— Records to process —
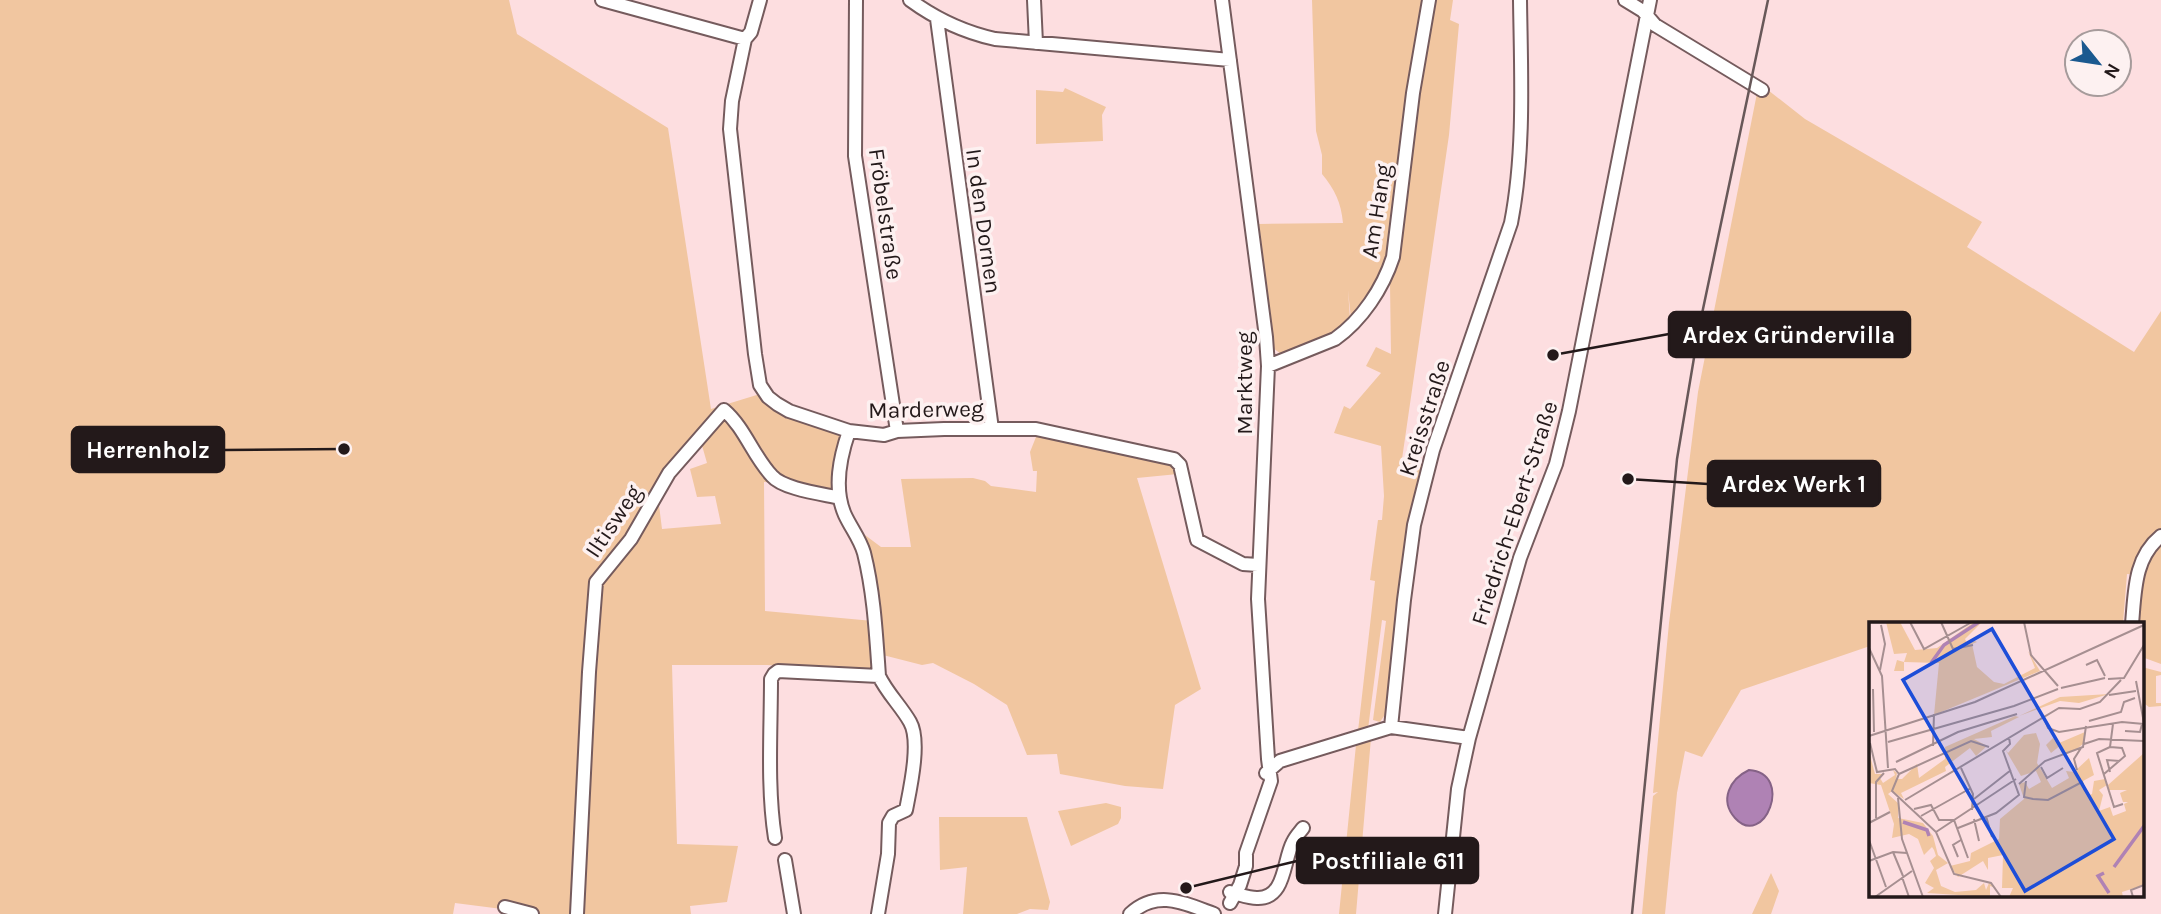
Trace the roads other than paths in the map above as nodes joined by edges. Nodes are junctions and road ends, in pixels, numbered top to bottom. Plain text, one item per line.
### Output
1 (602, 0) edge
2 (760, 0) edge
3 (856, 0) edge
4 (910, 0) edge
5 (1034, 0) edge
6 (1222, 0) edge
7 (1429, 0) edge
8 (1520, 0) edge
9 (1625, 0) edge
10 (1650, 0) edge
11 (1646, 16) junction
12 (937, 19) junction
13 (746, 39) junction
14 (1036, 43) junction
15 (1230, 60) junction
16 (1762, 90) dead end
17 (1268, 366) junction
18 (992, 429) junction
19 (849, 431) junction
20 (897, 431) junction
21 (840, 498) junction
22 (2161, 536) edge
23 (1258, 565) junction
24 (2133, 622) edge
25 (879, 676) junction
26 (1391, 727) junction
27 (1469, 738) junction
28 (1271, 767) junction
29 (1303, 828) dead end
30 (775, 838) dead end
31 (785, 860) dead end
32 (1231, 901) edge
33 (505, 907) dead end
34 (532, 914) edge
35 (576, 914) edge
36 (794, 914) edge
37 (878, 914) edge
38 (1130, 914) edge
39 (1214, 914) edge
40 (1445, 914) edge

1 - 13 street
2 - 13 street, Marderweg
3 - 20 street, Fröbelstraße
4 - 12 street
5 - 14 street
6 - 15 street, Marktweg
7 - 17 street, Am Hang
8 - 26 street, Kreisstraße
9 - 11 street
10 - 11 street, Friedrich-Ebert-Straße
11 - 16 street
11 - 27 street, Friedrich-Ebert-Straße
12 - 14 street
12 - 18 street, In den Dornen
13 - 19 street, Marderweg
14 - 15 street
15 - 17 street, Marktweg
17 - 23 street, Marktweg
18 - 20 street, Marderweg
18 - 23 street, Marderweg
19 - 20 street, Marderweg
19 - 21 street
21 - 25 street
21 - 35 street, Iltisweg
22 - 24 street
23 - 28 street, Marktweg
25 - 30 street
25 - 37 street
26 - 27 street
26 - 28 street
27 - 40 street, Friedrich-Ebert-Straße
28 - 32 street
29 - 32 street
31 - 36 street
33 - 34 street
38 - 39 street

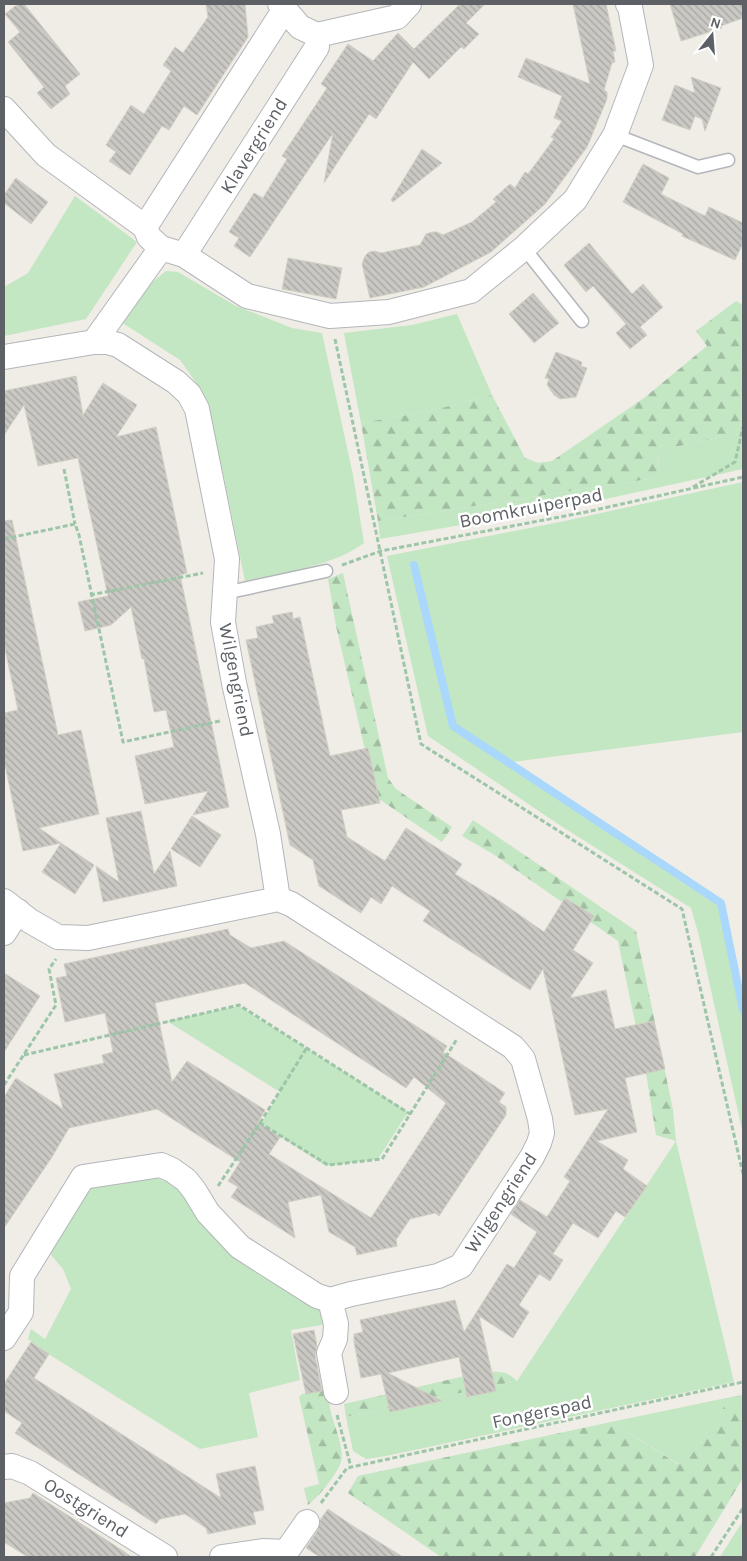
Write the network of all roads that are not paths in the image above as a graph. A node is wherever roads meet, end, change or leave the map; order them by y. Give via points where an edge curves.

— Exercise instructions —
Output all the entries exactly, minus any pictures.

— Problem solution —
Trace the roads other than paths in the map above as nodes joined by edges. Nodes are junctions and road ends, in pixels, numbered top to bottom. Plain text, one item per line.
### Output
1 (602, 0) edge
2 (760, 0) edge
3 (856, 0) edge
4 (910, 0) edge
5 (1034, 0) edge
6 (1222, 0) edge
7 (1429, 0) edge
8 (1520, 0) edge
9 (1625, 0) edge
10 (1650, 0) edge
11 (1646, 16) junction
12 (937, 19) junction
13 (746, 39) junction
14 (1036, 43) junction
15 (1230, 60) junction
16 (1762, 90) dead end
17 (1268, 366) junction
18 (992, 429) junction
19 (849, 431) junction
20 (897, 431) junction
21 (840, 498) junction
22 (2161, 536) edge
23 (1258, 565) junction
24 (2133, 622) edge
25 (879, 676) junction
26 (1391, 727) junction
27 (1469, 738) junction
28 (1271, 767) junction
29 (1303, 828) dead end
30 (775, 838) dead end
31 (785, 860) dead end
32 (1231, 901) edge
33 (505, 907) dead end
34 (532, 914) edge
35 (576, 914) edge
36 (794, 914) edge
37 (878, 914) edge
38 (1130, 914) edge
39 (1214, 914) edge
40 (1445, 914) edge

1 - 13 street
2 - 13 street, Marderweg
3 - 20 street, Fröbelstraße
4 - 12 street
5 - 14 street
6 - 15 street, Marktweg
7 - 17 street, Am Hang
8 - 26 street, Kreisstraße
9 - 11 street
10 - 11 street, Friedrich-Ebert-Straße
11 - 16 street
11 - 27 street, Friedrich-Ebert-Straße
12 - 14 street
12 - 18 street, In den Dornen
13 - 19 street, Marderweg
14 - 15 street
15 - 17 street, Marktweg
17 - 23 street, Marktweg
18 - 20 street, Marderweg
18 - 23 street, Marderweg
19 - 20 street, Marderweg
19 - 21 street
21 - 25 street
21 - 35 street, Iltisweg
22 - 24 street
23 - 28 street, Marktweg
25 - 30 street
25 - 37 street
26 - 27 street
26 - 28 street
27 - 40 street, Friedrich-Ebert-Straße
28 - 32 street
29 - 32 street
31 - 36 street
33 - 34 street
38 - 39 street

Write the network of all roads that are not paths in the image above as a graph. A node is wherever roads meet, end, change or leave the map; order them by y. Give via points where an edge curves.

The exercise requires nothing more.